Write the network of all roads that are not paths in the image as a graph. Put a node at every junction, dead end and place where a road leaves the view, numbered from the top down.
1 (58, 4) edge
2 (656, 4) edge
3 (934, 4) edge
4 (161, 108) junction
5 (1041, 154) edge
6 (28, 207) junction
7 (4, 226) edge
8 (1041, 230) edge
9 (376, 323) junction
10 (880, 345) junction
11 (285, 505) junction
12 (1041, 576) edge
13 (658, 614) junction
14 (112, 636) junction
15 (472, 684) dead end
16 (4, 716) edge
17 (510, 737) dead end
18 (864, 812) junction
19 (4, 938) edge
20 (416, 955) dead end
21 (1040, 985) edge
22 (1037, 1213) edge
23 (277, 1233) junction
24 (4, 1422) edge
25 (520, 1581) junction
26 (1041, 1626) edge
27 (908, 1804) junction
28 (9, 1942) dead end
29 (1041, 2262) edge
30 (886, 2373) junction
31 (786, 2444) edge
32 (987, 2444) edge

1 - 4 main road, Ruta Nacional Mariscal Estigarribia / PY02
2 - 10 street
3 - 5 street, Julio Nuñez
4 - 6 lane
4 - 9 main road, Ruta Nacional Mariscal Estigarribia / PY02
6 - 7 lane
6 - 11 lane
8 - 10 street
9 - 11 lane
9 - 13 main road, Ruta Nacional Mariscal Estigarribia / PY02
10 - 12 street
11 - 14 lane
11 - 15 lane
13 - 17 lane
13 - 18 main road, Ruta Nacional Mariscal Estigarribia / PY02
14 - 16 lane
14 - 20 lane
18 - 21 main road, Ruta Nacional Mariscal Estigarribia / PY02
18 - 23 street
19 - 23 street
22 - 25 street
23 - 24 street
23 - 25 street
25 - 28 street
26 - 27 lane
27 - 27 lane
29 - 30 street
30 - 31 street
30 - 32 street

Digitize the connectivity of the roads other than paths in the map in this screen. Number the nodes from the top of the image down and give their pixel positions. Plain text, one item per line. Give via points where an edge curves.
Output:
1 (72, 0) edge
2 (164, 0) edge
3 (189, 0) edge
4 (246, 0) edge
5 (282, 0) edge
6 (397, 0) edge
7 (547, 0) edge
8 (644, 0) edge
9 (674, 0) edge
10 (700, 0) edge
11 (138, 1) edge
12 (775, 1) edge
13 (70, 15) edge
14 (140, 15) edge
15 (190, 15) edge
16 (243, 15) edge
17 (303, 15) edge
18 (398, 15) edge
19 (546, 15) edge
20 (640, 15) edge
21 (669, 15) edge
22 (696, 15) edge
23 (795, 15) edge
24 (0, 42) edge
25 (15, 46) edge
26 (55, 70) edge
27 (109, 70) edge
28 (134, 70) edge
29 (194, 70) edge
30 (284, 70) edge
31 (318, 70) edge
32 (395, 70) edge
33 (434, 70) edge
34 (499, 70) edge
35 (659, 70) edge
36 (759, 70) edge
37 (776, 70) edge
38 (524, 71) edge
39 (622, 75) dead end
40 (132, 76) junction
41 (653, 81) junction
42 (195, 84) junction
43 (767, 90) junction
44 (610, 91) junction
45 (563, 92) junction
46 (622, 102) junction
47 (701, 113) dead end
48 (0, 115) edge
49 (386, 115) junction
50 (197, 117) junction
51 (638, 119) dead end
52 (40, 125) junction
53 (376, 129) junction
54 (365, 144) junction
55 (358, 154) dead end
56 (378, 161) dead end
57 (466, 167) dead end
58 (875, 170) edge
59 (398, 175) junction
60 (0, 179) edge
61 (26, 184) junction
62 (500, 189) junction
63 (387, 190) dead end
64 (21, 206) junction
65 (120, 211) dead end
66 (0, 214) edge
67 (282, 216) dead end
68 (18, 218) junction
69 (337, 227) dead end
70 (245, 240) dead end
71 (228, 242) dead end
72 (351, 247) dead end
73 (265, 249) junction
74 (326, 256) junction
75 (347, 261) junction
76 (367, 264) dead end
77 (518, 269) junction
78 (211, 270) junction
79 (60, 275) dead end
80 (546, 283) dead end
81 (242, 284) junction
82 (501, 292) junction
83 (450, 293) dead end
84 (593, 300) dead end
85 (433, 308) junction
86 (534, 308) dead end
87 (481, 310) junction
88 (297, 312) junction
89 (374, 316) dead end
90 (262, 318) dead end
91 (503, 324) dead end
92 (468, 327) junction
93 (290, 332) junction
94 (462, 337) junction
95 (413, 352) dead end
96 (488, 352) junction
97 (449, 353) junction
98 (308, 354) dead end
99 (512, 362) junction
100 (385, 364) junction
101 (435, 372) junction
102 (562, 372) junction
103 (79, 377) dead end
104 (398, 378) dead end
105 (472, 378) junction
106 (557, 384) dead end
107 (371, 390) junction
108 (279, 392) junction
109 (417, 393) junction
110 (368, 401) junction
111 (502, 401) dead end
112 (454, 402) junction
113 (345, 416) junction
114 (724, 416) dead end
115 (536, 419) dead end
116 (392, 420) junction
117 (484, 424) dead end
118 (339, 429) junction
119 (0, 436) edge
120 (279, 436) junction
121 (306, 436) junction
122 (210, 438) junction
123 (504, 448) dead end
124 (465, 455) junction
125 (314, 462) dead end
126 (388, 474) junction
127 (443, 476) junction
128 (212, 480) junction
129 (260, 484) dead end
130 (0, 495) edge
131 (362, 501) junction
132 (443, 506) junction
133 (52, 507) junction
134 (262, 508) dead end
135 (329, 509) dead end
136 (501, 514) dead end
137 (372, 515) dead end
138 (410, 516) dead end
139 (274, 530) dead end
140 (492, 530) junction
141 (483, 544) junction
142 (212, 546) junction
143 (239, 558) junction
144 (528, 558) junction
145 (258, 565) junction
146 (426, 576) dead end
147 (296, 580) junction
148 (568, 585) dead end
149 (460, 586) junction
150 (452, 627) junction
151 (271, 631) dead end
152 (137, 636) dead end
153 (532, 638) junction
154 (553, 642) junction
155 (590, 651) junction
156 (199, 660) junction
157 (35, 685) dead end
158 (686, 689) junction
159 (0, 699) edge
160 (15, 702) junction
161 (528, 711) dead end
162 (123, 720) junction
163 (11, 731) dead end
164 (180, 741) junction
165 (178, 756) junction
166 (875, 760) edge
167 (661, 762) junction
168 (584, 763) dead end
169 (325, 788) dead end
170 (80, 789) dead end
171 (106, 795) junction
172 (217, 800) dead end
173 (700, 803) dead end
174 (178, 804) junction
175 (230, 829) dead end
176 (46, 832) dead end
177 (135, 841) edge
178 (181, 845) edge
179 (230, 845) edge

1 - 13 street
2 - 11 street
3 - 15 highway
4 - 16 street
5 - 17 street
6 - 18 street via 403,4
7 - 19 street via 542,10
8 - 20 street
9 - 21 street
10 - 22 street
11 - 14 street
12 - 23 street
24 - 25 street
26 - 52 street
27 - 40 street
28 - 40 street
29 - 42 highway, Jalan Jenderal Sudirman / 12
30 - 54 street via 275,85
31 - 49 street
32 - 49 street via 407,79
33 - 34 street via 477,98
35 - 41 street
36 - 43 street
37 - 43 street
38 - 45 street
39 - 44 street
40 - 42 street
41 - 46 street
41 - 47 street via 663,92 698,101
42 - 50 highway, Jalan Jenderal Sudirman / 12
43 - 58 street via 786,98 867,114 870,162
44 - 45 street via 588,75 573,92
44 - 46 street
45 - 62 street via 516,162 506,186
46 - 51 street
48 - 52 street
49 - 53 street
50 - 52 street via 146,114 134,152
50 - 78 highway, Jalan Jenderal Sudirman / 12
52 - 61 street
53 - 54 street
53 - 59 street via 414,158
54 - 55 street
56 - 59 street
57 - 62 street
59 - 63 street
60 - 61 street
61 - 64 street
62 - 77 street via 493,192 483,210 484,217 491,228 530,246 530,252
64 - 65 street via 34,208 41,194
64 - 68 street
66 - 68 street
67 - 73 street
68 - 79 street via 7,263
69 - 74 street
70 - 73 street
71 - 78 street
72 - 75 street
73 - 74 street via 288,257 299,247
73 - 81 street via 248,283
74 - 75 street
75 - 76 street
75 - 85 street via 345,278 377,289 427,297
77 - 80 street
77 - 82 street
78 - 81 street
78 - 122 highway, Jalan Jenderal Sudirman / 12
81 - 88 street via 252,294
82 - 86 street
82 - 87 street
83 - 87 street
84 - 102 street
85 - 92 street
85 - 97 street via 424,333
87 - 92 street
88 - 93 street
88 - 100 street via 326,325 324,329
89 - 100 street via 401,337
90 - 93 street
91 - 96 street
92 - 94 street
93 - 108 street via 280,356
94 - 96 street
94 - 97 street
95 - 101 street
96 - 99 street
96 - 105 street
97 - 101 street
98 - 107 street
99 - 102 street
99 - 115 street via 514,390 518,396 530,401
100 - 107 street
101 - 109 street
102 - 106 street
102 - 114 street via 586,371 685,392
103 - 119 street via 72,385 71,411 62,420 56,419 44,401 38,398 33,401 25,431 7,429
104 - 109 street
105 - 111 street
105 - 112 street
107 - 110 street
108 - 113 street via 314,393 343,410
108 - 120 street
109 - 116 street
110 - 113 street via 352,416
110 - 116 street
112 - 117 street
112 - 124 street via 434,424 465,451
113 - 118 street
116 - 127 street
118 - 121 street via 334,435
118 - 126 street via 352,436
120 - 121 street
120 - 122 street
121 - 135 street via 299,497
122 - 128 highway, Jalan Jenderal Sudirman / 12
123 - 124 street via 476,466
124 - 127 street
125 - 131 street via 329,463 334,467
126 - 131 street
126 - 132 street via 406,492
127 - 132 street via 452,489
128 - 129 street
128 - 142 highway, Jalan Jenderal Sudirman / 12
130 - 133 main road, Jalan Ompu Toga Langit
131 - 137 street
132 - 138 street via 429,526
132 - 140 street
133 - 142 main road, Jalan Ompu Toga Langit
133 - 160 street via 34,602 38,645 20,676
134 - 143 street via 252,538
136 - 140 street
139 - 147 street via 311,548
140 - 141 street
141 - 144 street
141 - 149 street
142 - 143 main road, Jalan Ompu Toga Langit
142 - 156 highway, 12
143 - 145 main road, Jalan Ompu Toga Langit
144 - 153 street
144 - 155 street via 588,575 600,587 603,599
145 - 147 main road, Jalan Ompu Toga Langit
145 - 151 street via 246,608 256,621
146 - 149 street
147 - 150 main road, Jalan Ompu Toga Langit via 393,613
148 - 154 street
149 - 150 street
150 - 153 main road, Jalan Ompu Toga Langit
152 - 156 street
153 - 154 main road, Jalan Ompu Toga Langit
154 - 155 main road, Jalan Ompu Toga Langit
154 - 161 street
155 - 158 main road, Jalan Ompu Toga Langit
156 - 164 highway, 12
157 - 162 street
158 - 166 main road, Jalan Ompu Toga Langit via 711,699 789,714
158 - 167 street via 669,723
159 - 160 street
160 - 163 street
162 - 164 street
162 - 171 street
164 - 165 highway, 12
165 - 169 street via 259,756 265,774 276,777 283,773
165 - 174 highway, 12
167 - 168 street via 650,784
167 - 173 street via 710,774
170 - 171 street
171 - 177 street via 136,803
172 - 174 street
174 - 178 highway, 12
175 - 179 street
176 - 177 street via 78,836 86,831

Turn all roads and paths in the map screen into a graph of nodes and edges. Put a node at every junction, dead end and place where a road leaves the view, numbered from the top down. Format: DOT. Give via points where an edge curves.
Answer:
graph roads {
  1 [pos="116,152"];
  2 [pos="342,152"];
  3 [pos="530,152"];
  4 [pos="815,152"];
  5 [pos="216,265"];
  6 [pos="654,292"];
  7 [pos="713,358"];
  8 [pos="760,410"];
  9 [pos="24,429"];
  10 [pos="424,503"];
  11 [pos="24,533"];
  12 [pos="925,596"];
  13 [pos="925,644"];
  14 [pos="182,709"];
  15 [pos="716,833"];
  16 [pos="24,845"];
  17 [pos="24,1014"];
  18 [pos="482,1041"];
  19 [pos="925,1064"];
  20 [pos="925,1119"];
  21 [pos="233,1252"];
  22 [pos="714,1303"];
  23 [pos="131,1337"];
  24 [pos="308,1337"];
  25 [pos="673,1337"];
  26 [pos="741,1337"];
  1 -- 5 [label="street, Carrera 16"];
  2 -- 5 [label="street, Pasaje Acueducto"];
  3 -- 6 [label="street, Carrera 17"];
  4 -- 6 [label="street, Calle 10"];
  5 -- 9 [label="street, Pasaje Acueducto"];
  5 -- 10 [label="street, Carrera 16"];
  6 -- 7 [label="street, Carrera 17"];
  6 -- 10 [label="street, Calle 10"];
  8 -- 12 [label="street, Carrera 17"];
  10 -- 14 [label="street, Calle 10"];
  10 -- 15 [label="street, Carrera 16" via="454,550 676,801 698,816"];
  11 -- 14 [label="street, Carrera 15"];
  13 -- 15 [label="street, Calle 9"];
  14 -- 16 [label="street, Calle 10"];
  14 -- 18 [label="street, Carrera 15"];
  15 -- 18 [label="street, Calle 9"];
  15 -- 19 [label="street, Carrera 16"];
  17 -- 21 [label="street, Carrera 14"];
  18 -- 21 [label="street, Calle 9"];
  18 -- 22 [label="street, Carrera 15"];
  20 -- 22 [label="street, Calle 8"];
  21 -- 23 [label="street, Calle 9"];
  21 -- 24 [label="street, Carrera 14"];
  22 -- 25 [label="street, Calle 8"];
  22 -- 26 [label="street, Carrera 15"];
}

▶ _What to work on_: Give every line of the material that includes the string "lane".

▶ _Output of the task_:
4 - 6 lane
6 - 7 lane
6 - 11 lane
9 - 11 lane
11 - 14 lane
11 - 15 lane
13 - 17 lane
14 - 16 lane
14 - 20 lane
26 - 27 lane
27 - 27 lane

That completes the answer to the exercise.